Ben Stiller is caustic without a cause, something like Napoleon had he served as a mere comedian/actor or, better put for his times, court jester. Stiller has the perfect life and exudes confidence to such an extent that one wonders whether confidence is a kind of systemic poison that serves as an irritant not to the person who swallowed the poison but to those within vicinity of that person.

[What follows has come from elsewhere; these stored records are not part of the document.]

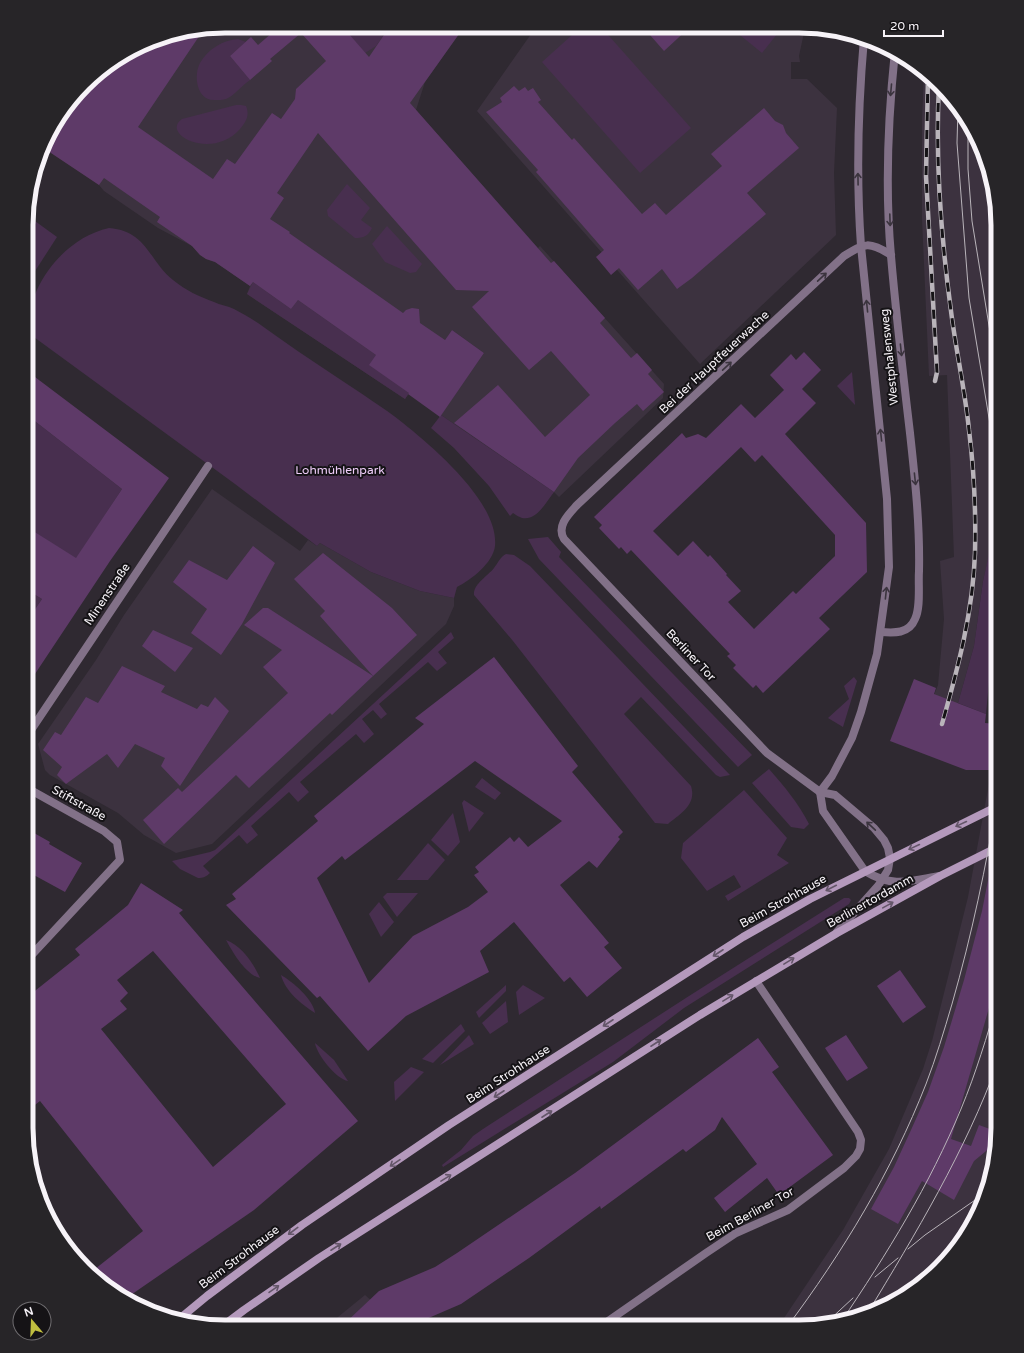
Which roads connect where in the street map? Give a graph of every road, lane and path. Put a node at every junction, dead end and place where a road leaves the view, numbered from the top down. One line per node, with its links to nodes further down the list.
1 (863, 44): 3 (street, Westphalensweg, one-way to 1)
2 (893, 58): 4 (street, Westphalensweg, one-way to 4)
3 (861, 246): 4 (street); 6 (street, Bei der Hauptfeuerwache, one-way to 3); 7 (street, Westphalensweg, one-way to 3)
4 (891, 255): 7 (street, Westphalensweg, one-way to 7)
5 (208, 466): 8 (street, Minenstraße)
6 (563, 522): 10 (street, Berliner Tor)
7 (881, 632): 10 (street, Westphalensweg)
8 (33, 727)
9 (33, 791): 18 (street, Stiftstraße)
10 (820, 792): 13 (street, Berliner Tor, one-way to 10); 14 (street)
11 (991, 810): 13 (main road, one-way to 13)
12 (991, 851): 15 (main road, Berlinertordamm)
13 (890, 858): 14 (main road); 16 (street)
14 (865, 871): 16 (street); 20 (main road, Beim Strohhause, one-way to 20)
15 (940, 876): 16 (street); 17 (main road, Berlinertordamm, one-way to 15)
16 (882, 879): 17 (street)
17 (837, 933): 19 (main road, Berlinertordamm, one-way to 17)
18 (33, 953)
19 (756, 981): 21 (main road, one-way to 19); 22 (street, Beim Berliner Tor)
20 (184, 1315)
21 (231, 1320)
22 (610, 1320)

All of this is to say my interview started poorly.

“What do you want?” Stiller says.

“Tell me about your latest film, Night at the Museum 2.”

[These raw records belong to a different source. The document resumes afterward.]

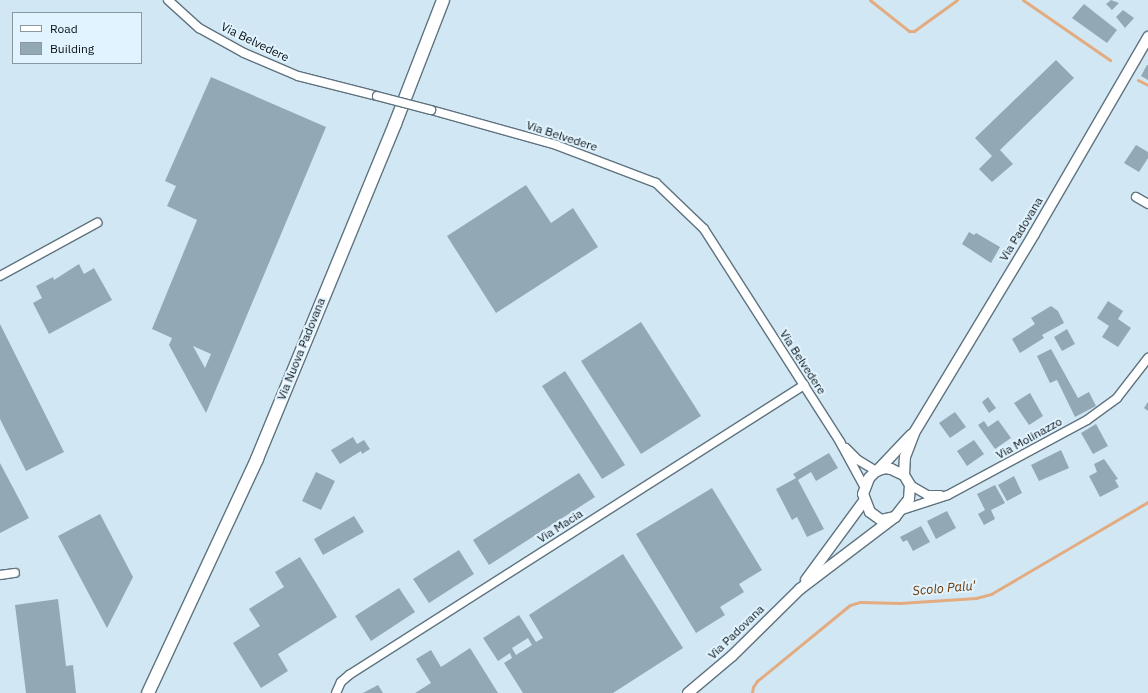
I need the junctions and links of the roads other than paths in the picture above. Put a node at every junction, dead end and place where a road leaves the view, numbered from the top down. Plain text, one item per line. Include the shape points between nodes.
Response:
1 (168, 0) edge
2 (443, 0) edge
3 (1148, 37) edge
4 (1136, 197) dead end
5 (1148, 204) edge
6 (97, 223) dead end
7 (0, 276) edge
8 (1148, 358) edge
9 (804, 385) junction
10 (914, 432) junction
11 (840, 442) junction
12 (877, 471) junction
13 (904, 475) junction
14 (910, 485) junction
15 (865, 488) junction
16 (948, 495) junction
17 (864, 501) junction
18 (898, 514) junction
19 (15, 573) dead end
20 (0, 575) edge
21 (800, 588) junction
22 (148, 693) edge
23 (336, 693) edge
24 (688, 693) edge

1 - 9 street, Via Belvedere, bridge via 199,28 298,76 556,144 656,183 704,229
2 - 22 main road, Via Nuova Padovana via 396,124 257,459
3 - 10 street, Via Padovana via 1034,234
4 - 5 street
6 - 7 street
8 - 16 street, Via Molinazzo via 1117,398 1087,420
9 - 11 street, Via Belvedere
9 - 23 street, Via Macia via 349,675 341,682
10 - 12 street, Via Padovana
10 - 13 street, Via Padovana via 905,457
11 - 12 street, Via Belvedere via 858,460
11 - 15 street, Via Belvedere
12 - 13 street via 891,469
12 - 15 street, Via Padovana
13 - 14 street
14 - 16 street via 927,495
14 - 18 street via 909,499
15 - 17 street, Via Padovana
16 - 18 street, Via Molinazzo
17 - 18 street via 870,512 881,520
17 - 21 street, Via Padovana
18 - 21 street, Via Padovana
19 - 20 street
21 - 24 street, Via Padovana via 732,656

“It’s funny, okay? It’s funny because I’m in it.”

“When I interviewed Robin Williams, he seemed to insinuate that you’re not so easy to work with.”

“Really? Is Robert De Niro easy to work with? Why should I be easy to work with? I’m as easy to work with as the next person, if the next person’s Ben Stiller.”

I try another tack.

Something About Mary is now considered a classic. Did that film change your career?”

“Of course it changed my career. It made me rich. Richer. I’m now extra rich. Being extra rich changed my career. I don’t give a shit now. Plus I married a blond. Are you rich? Got a blond wife?  Next.”

“How’s your relationship with Owen Wilson?”

“He’s my gay fiancee, okay?  We’re having a gay marriage next week in Iowa. Happy? We’re adopting a baby and settling down together. We’ll wear matching shirts to the mall. Is that what you want? I’m Mrs. Owen Wilson. Jesus.”

Things are getting out of control. I’m afraid Stiller might punch me in the foot. I try to settle him down.

“Back to the film. Surely you must feel the necessity of promoting it?”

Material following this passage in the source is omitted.